Additional problems arise with confirmation; there is no functional confirmatory test that can be done once an unsymptomatic person’s DNA sequence reveals an abnormality.  Comparatively, if a diagnostic test like a pap smear is positive a colonoscopy is done to rule out cancer.  

For most of these conditions, we don’t know the penetrance in an untested population, and we also do not know the prevalence. Nonetheless, the risk is often inferred when research shows a genetic link to a disease.  It is because of such uncertainty that government regulators prohibit DTC tests from providing a report that advises a consumer on their risk for developing a disease based on their DNA genotyping. It matters which population was used to develop the test.

Assessing the positive predictive value of a test, or in other words, measuring its ability to do what it is designed to do, is challenging. Further complicating the problem is genotyping algorithms, which don’t work all that well yet.  In order to scan even just 0.02% of a person’s genome, a computer has to learn to detect abnormalities. However, if the computer has not seen enough of the abnormality it will incorrectly identify them. 

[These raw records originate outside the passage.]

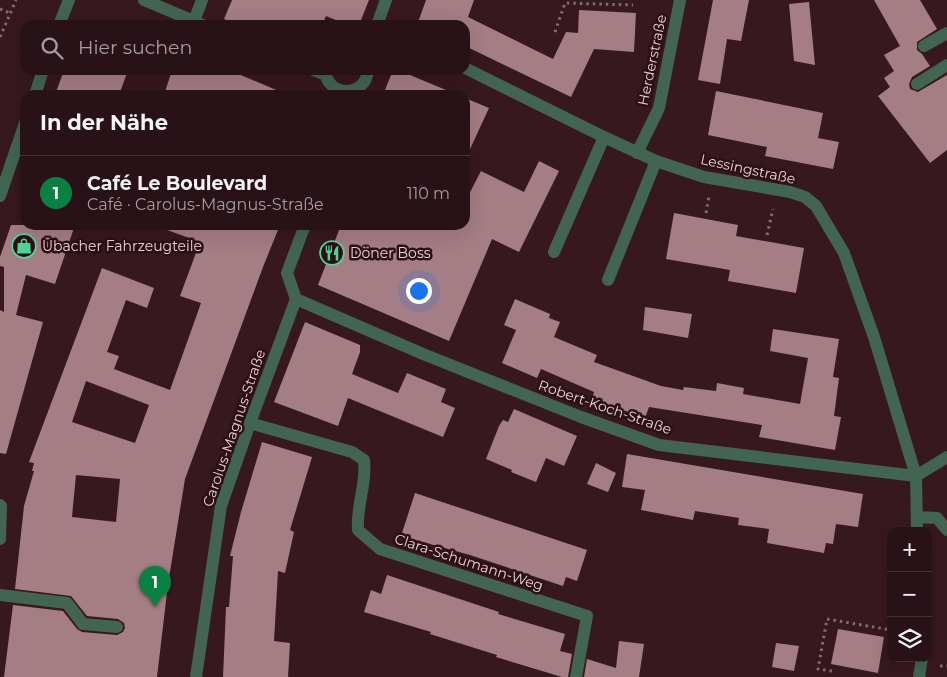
<!DOCTYPE html>
<html lang="de">
<head>
<meta charset="utf-8">
<style>
  body { margin:0; font-family:Montserrat,sans-serif; background:#352024; color:#f1f3f6 }
  .controls { position:absolute; right:15px; bottom:15px; display:grid; overflow:hidden; border-radius:10px; box-shadow:0 5px 20px #0002 }
  .controls button { width:45px; height:45px; display:grid; place-items:center; padding:0; border:0; border-bottom:1px solid #453236; background:#291217; color:#f1f3f6; font:25px sans-serif }
  .you { position:absolute; left:418px; top:290px; width:18px; height:18px; margin:-12px; border:4px solid #fff; border-radius:50%; background:#1a73e8; box-shadow:0 0 0 8px #1a73e833 }
  .badge { display:grid; place-items:center; width:32px; height:32px; border-radius:50%; background:#0b8043; color:#fff; font-size:16px; font-weight:700 }
  .pin { position:absolute; translate:-50% -41px; filter:drop-shadow(0 1px 2px #0008) }
  .pin::after { content:''; position:absolute; top:26px; width:18px; height:15px; background:inherit; clip-path:polygon(0 0,100% 0,50% 100%) }
  .list { margin:0; padding:0; list-style:none }
  h2 { display:flex; justify-content:space-between; align-items:center; height:65px; margin:0; padding:0 20px; font-size:21px }
  h2 small { font-size:16px; font-weight:400; color:#a59ea1 }
  .list li { display:grid; grid-template-columns:32px 1fr auto; gap:15px; align-items:center; box-sizing:border-box; height:75px; padding:0 20px; border-top:1px solid #453236 }
  .list b { display:block; font-size:19px; white-space:nowrap }
  .list p { margin:0; font-size:16px; white-space:nowrap; color:#a59ea1 }
  .list em { font-size:16px; font-style:normal; color:#a59ea1 }
  .icon { flex:none; width:28px; height:28px; fill:none; stroke:currentColor; stroke-width:2; stroke-linecap:round; stroke-linejoin:round }
  .map { position:relative; flex:none; width:947px; height:677px; overflow:hidden }
  .search { position:absolute; background:#291217; box-shadow:0 5px 20px #0002; left:20px; top:20px; width:450px; height:55px; display:flex; align-items:center; gap:12px; box-sizing:border-box; padding:0 18px; border-radius:15px; color:#a59ea1; font-size:19px }
  .panel { position:absolute; background:#291217; box-shadow:0 5px 20px #0002; left:20px; top:90px; width:450px; height:140px; border-radius:15px }
  .map>svg:first-child { display:block }
</style>
</head>
<body>
<div class="map">
<svg width="947" height="677" viewBox="0 0 947 677">
  <rect width="100%" height="100%" fill="#37181f"/>
  <path fill="#a57d84" fill-rule="evenodd" d="M232,0H369L359,25H348L326,16L322,25H239L224,19Z
    M426,0H474L468,17L553,59L566,32L578,33L579,10L636,13L634,52L594,49L571,97L465,46V24L417,25Z
    M713,0H749L741,41L727,39L720,84L698,80Z
    M874,0H920L937,29L917,42V50L922,54L930,66L912,77L909,84L910,89L918,92L947,75V150L930,163L878,96L890,87L884,78L894,71L884,55L900,46Z
    M809,2L815,65L794,61L789,4Z
    M64,70H128L119,95H55Z
    M172,70H229L288,95H164Z
    M393,70H398L458,95H383Z
    M716,91L823,113L818,138L839,142L833,169L765,156L767,147L708,135Z
    M465,98L489,108L465,160Z
    M539,161L559,171L519,252L492,239L449,341L318,285L341,225H465V202L481,171L524,192Z
    M674,213L738,225L736,236L804,248L796,293L728,281L730,270L666,259Z
    M11,225H75L55,284L26,275L16,315L43,322L6,454L0,453V310L4,312V267L0,266V257Z
    M159,225H280L263,267L185,479L168,584L157,677H4L13,605L63,611L77,629L82,632L117,635L123,632L125,628L124,623L118,619L87,616L71,596L15,589L24,506L34,471H32L34,463L29,462L102,268L154,288L147,308L126,300L107,352L119,356L114,369L170,390L201,303L180,296L200,242L159,227ZM86,381L149,405L135,443L72,422ZM76,475L120,479L116,522L72,517Z
    M515,299L550,314L549,318L560,322L554,337L597,355L594,362L661,386L683,390L684,387L716,391L717,383L744,388L743,394L800,404L808,358L770,351L773,329L839,339L833,377L839,378L834,416L841,417L835,450L759,437L762,425L649,407L645,418L592,399L594,392L541,369L537,378L502,363L516,330L504,325Z
    M645,307L692,314L688,338L643,330Z
    M305,322L360,345V352L352,374L398,393L407,373L446,389L441,402L455,408L443,437L348,398L338,426L274,402Z
    M514,409L577,436L564,466L546,458L536,482L511,472L512,470L486,459L499,426L503,420L508,422Z
    M262,442L312,457L290,530L294,532L285,573L278,571L274,641L290,643L288,677H223L226,607H229L233,556H230L241,512Z
    M627,454L863,494L858,527L836,524L833,544L826,543L824,553L767,543L769,529L738,525L739,518L695,511L693,520L641,510L645,490L622,487Z
    M596,463L616,473L608,492L587,484Z
    M415,493L587,550L577,581L566,577L563,586L470,555L401,536Z
    M387,575L499,612L498,614L565,634L560,651L572,654L568,677H562L496,657L497,655L430,634L431,632L364,612L371,590L381,594Z
    M838,629L884,637L878,673L831,664Z
    M619,641L644,644L639,677H584L587,659L616,668Z
    M776,643L799,646L794,671L772,667Z"/>
  <g fill="none" stroke-linecap="round" stroke-linejoin="round">
    <path stroke="#866b70" stroke-width="3" stroke-dasharray="2.5 4" stroke-linecap="butt" d="M0,9L10,13
      M555,32L565,3L633,5
      M0,37L16,0
      M706,213L709,196
      M767,235L773,209
      M940,666H947
      M832,671L818,669L827,619L891,630"/>
    <path stroke="#426552" stroke-width="12" d="M194,21L202,0
      M924,46L947,33
      M917,84L947,65
      M554,252L604,137
      M608,280L656,161
      M0,595L67,603L83,624L117,627"/>
    <path stroke="#426552" stroke-width="12" d="M144,0L203,25
      M59,25L69,0
      M377,25L386,0
      M465,68L604,137L656,161L704,177L790,192L805,197L816,206L844,253L874,337L916,476L917,531
      M313,70L326,75
      M325,70C327,98 366,98 368,70
      M35,95L43,70
      M637,153L659,108L680,0
      M0,196L25,123
      M296,299L423,354L581,417L659,445L916,476L947,457
      M250,423L352,452L364,460C367,485 356,505 358,530L380,549L587,616L576,677
      M0,505L1,506L0,539
      M917,517L937,518L947,530
      M196,677L221,506L250,423L296,299L287,273L305,225
      M919,677L922,658"/>
  </g>
  <defs>
    <g id="shop-ring" transform="scale(1.25)"><circle r="9.5" fill="#2d0f16" stroke="#51d398" stroke-width="1.5"/><path d="M-5-2.5h2.3a2.7 3.5 0 0 1 5.4 0H5L5.5 6h-11ZM-1.5-2.5h3a1.5 2.3 0 0 0-3 0Z" fill="#51d398"/></g>
    <g id="restaurant-ring" transform="scale(1.25)"><circle r="9.5" fill="#2d0f16" stroke="#51d398" stroke-width="1.5"/><path d="M-5-6h1v4h1v-4h1v4h1v-4h1v5L-1.5 .5V6h-2V.5L-5-1ZM5-6V6H3V1.5H1.5Q1.5-4 5-6Z" fill="#51d398"/></g>
  </defs>
  <g fill-rule="evenodd">
    <use href="#shop-ring" x="24" y="246"/>
    <use href="#restaurant-ring" x="332" y="253"/>
  </g>
  <g text-anchor="middle" stroke-width="5" stroke-linejoin="round" paint-order="stroke">
    <g font-size="14" fill="#ead4d7" stroke="#2d0f16">
      <text transform="translate(652 60) rotate(-78)" y="5">Herderstraße</text>
      <text transform="translate(748 169) rotate(12)" y="5">Lessingstraße</text>
      <text transform="translate(605 407) rotate(19)" y="5">Robert-Koch-Straße</text>
      <text transform="translate(234 428) rotate(-71)" y="5">Carolus-Magnus-Straße</text>
      <text transform="translate(469 562) rotate(18)" y="5">Clara-Schumann-Weg</text>
    </g>
    <g font-size="14" fill="#ead4d7" stroke="#2d0f16" text-anchor="start">
      <text x="42" y="251">Übacher Fahrzeugteile</text>
      <text x="350" y="258">Döner Boss</text>
    </g>
  </g>
</svg>
<div class="controls">
<button>+</button>
<button>−</button>
<button><svg class="icon" aria-label="layers" viewBox="0 0 24 24"><path d="M12 4l9 5-9 5-9-5zM3 14l9 5 9-5"/></svg></button>
</div>
<div class="you"></div>
<div class="pin badge" style="left:155px;top:607px">1</div>
<div class="search"><svg class="icon" aria-label="search" viewBox="0 0 24 24"><circle cx="10" cy="10" r="6"/><path d="M15 15l6 6"/></svg>Hier suchen</div>
<section class="panel">
<h2>In der Nähe<small></small></h2>
<ul class="list">
<li><span class="badge">1</span><div><b>Café Le Boulevard</b><p>Café · Carolus-Magnus-Straße</p></div><em>110 m</em></li>
</ul>
</section>
</div>
</body>
</html>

With all of these caveats, it is difficult to distinguish useful information from the unreliable noise. Dr. Theodora Ross, molecular pathologist at the University of Texas, discussed this problem in more detail at AACC’2019.

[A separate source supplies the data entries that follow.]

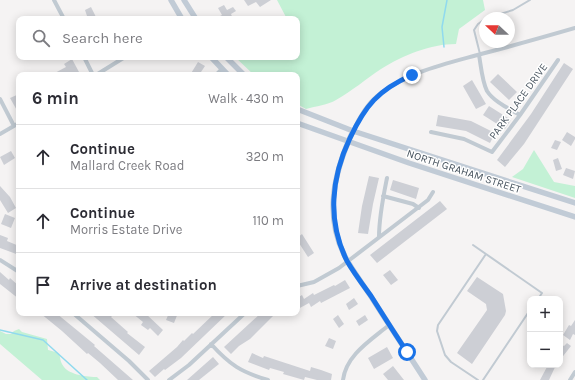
<!DOCTYPE html>
<meta charset="utf-8">
<style>
body{margin:0;font-family:Karla,sans-serif;background:#f2f2f3;color:#2b2b33}
.controls{position:absolute;right:12px;bottom:12px;display:grid;overflow:hidden;border-radius:8px;box-shadow:0 2px 10px #0003}
.controls button{width:36px;height:36px;display:grid;place-items:center;padding:0;border:0;border-bottom:1px solid #e1e1e2;background:#fff;color:#2b2b33;font:20px sans-serif}
.compass{position:absolute;left:479px;top:12px;width:36px;height:36px;border-radius:50%;background:#fff;box-shadow:0 2px 10px #0003;rotate:292deg}
.stop{position:absolute;width:12px;height:12px;margin:-9px;border:3px solid #1a73e8;border-radius:50%;background:#fff}
.stop.end{background:#1a73e8;border-color:#fff;box-shadow:0 1px 4px #0008}
.list{margin:0;padding:0;list-style:none}
h2{display:flex;justify-content:space-between;align-items:center;height:52px;margin:0;padding:0 16px;font-size:17px}
h2 small{font-size:13px;font-weight:400;color:#7c7c81}
.list li{display:grid;grid-template-columns:26px 1fr auto;gap:12px;align-items:center;box-sizing:border-box;height:64px;padding:0 16px;border-top:1px solid #e1e1e2}
.list b{display:block;font-size:15px;white-space:nowrap}
.list p{margin:0;font-size:13px;white-space:nowrap;color:#7c7c81}
.list em{font-size:13px;font-style:normal;color:#7c7c81}
.icon{flex:none;width:22px;height:22px;fill:none;stroke:currentColor;stroke-width:2;stroke-linecap:round;stroke-linejoin:round}
.map{position:relative;flex:none;width:575px;height:380px;overflow:hidden}
.search{position:absolute;background:#fff;box-shadow:0 2px 10px #0003;left:16px;top:16px;width:284px;height:44px;display:flex;align-items:center;gap:10px;box-sizing:border-box;padding:0 14px;border-radius:8px;color:#7c7c81;font-size:15px}
.panel{position:absolute;background:#fff;box-shadow:0 2px 10px #0003;left:16px;top:72px;width:284px;height:244px;border-radius:8px}
.map>svg:first-child{display:block}
</style>
<div class="map">
<svg width="575" height="380" viewBox="0 0 575 380">
<rect width="100%" height="100%" fill="#f5f3f3"/>
<path fill="#c3f1d5" d="M277 0H483L485 10 459 29 456 44C431 44 403 55 381 69 366 79 352 91 336 100 328 105 316 106 306 109L297 104V75H254L235 57H297V19H287Z
M534 150 554 182 575 186V198L512 177 523 169Z
M19 329 22 332 47 339 48 350C66 354 56 356 64 367 70 375 88 377 97 377L100 380H42L0 344V331L6 334H11L14 331Z"/>
<g fill="none" stroke-linecap="round" stroke-linejoin="round">
<path stroke="#90daee" stroke-width="1.5" d="M444 47 442 27 447 0
M0 330 43 340 87 380"/>
</g>
<path fill="#cdcfd5" d="M244 0H271L260 7 256 2 248 6Z
M224 5 227 10 233 7 236 11 231 14 233 19H222L220 16 222 15 218 8Z
M91 7 97 19H88L85 10Z
M72 59 79 72 73 75H51L66 67 64 64Z
M198 62 205 66 199 75H190Z
M564 63 573 69 524 144 505 167 497 160 531 114Z
M498 74 517 92 509 100 490 82Z
M472 80 486 104 476 109 463 86Z
M19 94V114L10 98Z
M489 106 511 120 505 129 483 115Z
M438 115 471 121 495 133 490 143 466 131 436 126Z
M567 132 575 137V139L571 146 562 140Z
M555 140 561 142 557 150 551 148Z
M11 151 15 158 4 165 0 157Z
M558 158 562 169 556 171 553 160Z
M566 168 575 171 573 179 563 175Z
M369 176 379 178 373 204 368 234 358 233 362 206Z
M393 180 419 188 416 199 390 190Z
M0 186 10 197 16 208 8 213 0 200Z
M440 201 447 209 377 263 370 255Z
M5 214 15 218 11 228 1 224Z
M302 234 314 253 308 257 297 240V238Z
M0 235 8 238 7 241 19 246V255L0 248Z
M390 270 398 280 391 285 383 275Z
M0 272 9 280 10 278 19 286V299L0 284Z
M477 277 503 294 506 311 505 315 472 364 457 353 487 310 486 304 467 291Z
M345 280 350 288 321 303 320 301 311 307 309 303 298 309 297 307V298L302 295 304 299 313 293 314 295 334 285 335 286Z
M354 298 358 304 349 310 346 304Z
M40 313H56L95 345 94 346 133 380H118L100 363 88 353 87 354 62 331Z
M90 313H109L112 316 111 317 128 332 127 333 145 347 139 355Z
M132 313H145L163 330 158 336 150 328 148 330 141 325 143 322Z
M169 313H178L174 323 166 320Z
M215 313H228L181 358 165 370 164 369 155 377 149 371 177 347 183 340 184 341 192 333 193 334Z
M261 313H276L250 339 239 346 231 354 224 347Z
M338 315 344 324 339 328 333 319Z
M365 315 368 320 359 326 356 321Z
M575 320V335L573 334 570 340 563 335 569 325 571 326Z
M329 338 336 341 333 349 325 346Z
M567 343 571 346 560 360V347L562 345 564 346Z
M387 347 393 358 374 369 368 358Z
M252 353 263 358 264 356 310 371 311 367 321 370 332 374 331 380H317L305 377 304 380 283 374 284 372 270 368 269 370 248 362Z
M213 357 219 364 199 380H187Z
M548 365H556L549 380H540Z
M393 366 404 380H388L383 374Z"/>
<g fill="none" stroke-linecap="round" stroke-linejoin="round">
<path stroke="#c1cad2" stroke-width="2" d="M487 18 513 10 530 0
M480 54 474 30 478 24 485 19
M473 245 542 293 538 299
M478 380 451 362 445 355 437 331 438 325 486 254
M483 380 530 310"/>
<path stroke="#c1cad2" stroke-width="4" d="M54 0 64 19
M479 55C481 66 482 81 487 91 494 102 510 109 520 115
M84 57 93 75
M96 75 125 57
M216 75 222 69
M0 99 14 126
M353 131C359 118 366 105 377 96 407 72 445 64 481 54 512 46 544 37 575 28
M431 132 464 139 492 152 520 115 558 60
M0 134 19 123
M383 196 413 204 419 208
M379 237C379 217 383 198 387 178
M0 260 19 272
M297 286 314 282 339 268 428 200 433 192
M73 313 129 361 148 380
M211 344C230 365 241 372 268 380
M169 380 189 365 245 313
M343 380C346 355 371 340 389 325
M570 380 575 372"/>
<path stroke="#c1cbd6" stroke-width="5.5" d="M171 0 182 19
M184 0 196 19
M211 57 228 75
M226 57 244 75
M297 109 353 131 575 203
M297 123 409 163 575 217
M353 131C333 174 323 219 348 262 355 274 364 286 372 298 389 325 407 352 425 380"/>
</g>
<g fill="none" stroke-linecap="round" stroke-linejoin="round">
<path stroke="#1a73e8" stroke-width="5" d="M407 352C395 334 383 315 371 296 363 285 354 273 347 261 327 221 331 178 350 138 365 106 378 90 412 75"/>
</g>
<g text-anchor="middle" stroke-width="3" stroke-linejoin="round" paint-order="stroke">
<g font-size="11" fill="#4a5661" stroke="#fff">
<text transform="translate(518 101) rotate(-54)" y="4">PARK PLACE DRIVE</text>
<text transform="translate(464 171) rotate(18)" y="4">NORTH GRAHAM STREET</text>
</g>
</g>
</svg>
<div class="controls">
<button>+</button>
<button>−</button>
</div>
<svg class="compass" viewBox="-18 -18 36 36"><path d="M0-13l5 13h-10z" fill="#e53935"/><path d="M0 13l5-13h-10z" fill="#7c7c81"/></svg>
<div class="stop" style="left:407px;top:352px"></div>
<div class="stop end" style="left:412px;top:75px"></div>
<div class="search"><svg class="icon" aria-label="search" viewBox="0 0 24 24"><circle cx="10" cy="10" r="6"/><path d="M15 15l6 6"/></svg>Search here</div>
<section class="panel">
<h2>6 min<small>Walk · 430 m</small></h2>
<ul class="list">
<li><svg class="icon" aria-label="ahead" viewBox="0 0 24 24"><path d="M12 20V5M6 11l6-6 6 6"/></svg><div><b>Continue</b><p>Mallard Creek Road</p></div><em>320 m</em></li>
<li><svg class="icon" aria-label="ahead" viewBox="0 0 24 24"><path d="M12 20V5M6 11l6-6 6 6"/></svg><div><b>Continue</b><p>Morris Estate Drive</p></div><em>110 m</em></li>
<li><svg class="icon" aria-label="arrive" viewBox="0 0 24 24"><path d="M6 21V4h12l-3 4 3 4H6"/></svg><div><b>Arrive at destination</b></div></li>
</ul>
</section>
</div>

“Silicon Valley may think genetic counsellors and MD’s that are seeing patients may be like taxi drivers, they don’t really need to exist in our day and age because we have Uber”, explained Dr. Ross.

Nevertheless, when it comes to taking action on disease treatment and prevention, interpreting the significance of genetic information is still tricky and requires expert review. At this stage one simply cannot teach an algorithm to detect disease reliably and accurately.  A confounding problem is that the genetic test is taken out of the context of the other symptoms, or lack of symptoms, that a person may be experiencing. Certainly, there is potential for the future utility of these tests, but at it, current state experts are skeptical to rely solely on a genetic test as proof illness.

That is not to say all genetic tests are useless, there are some incidences where prevalence in an unselected population has been studied, notably Lynch syndrome, hereditary breast cancer, and familial hypercholesterolemia.

Thus your spit may be able to tell you if you can smell asparagus in urine it cannot yet with certainty tell you whether you will develop heart disease.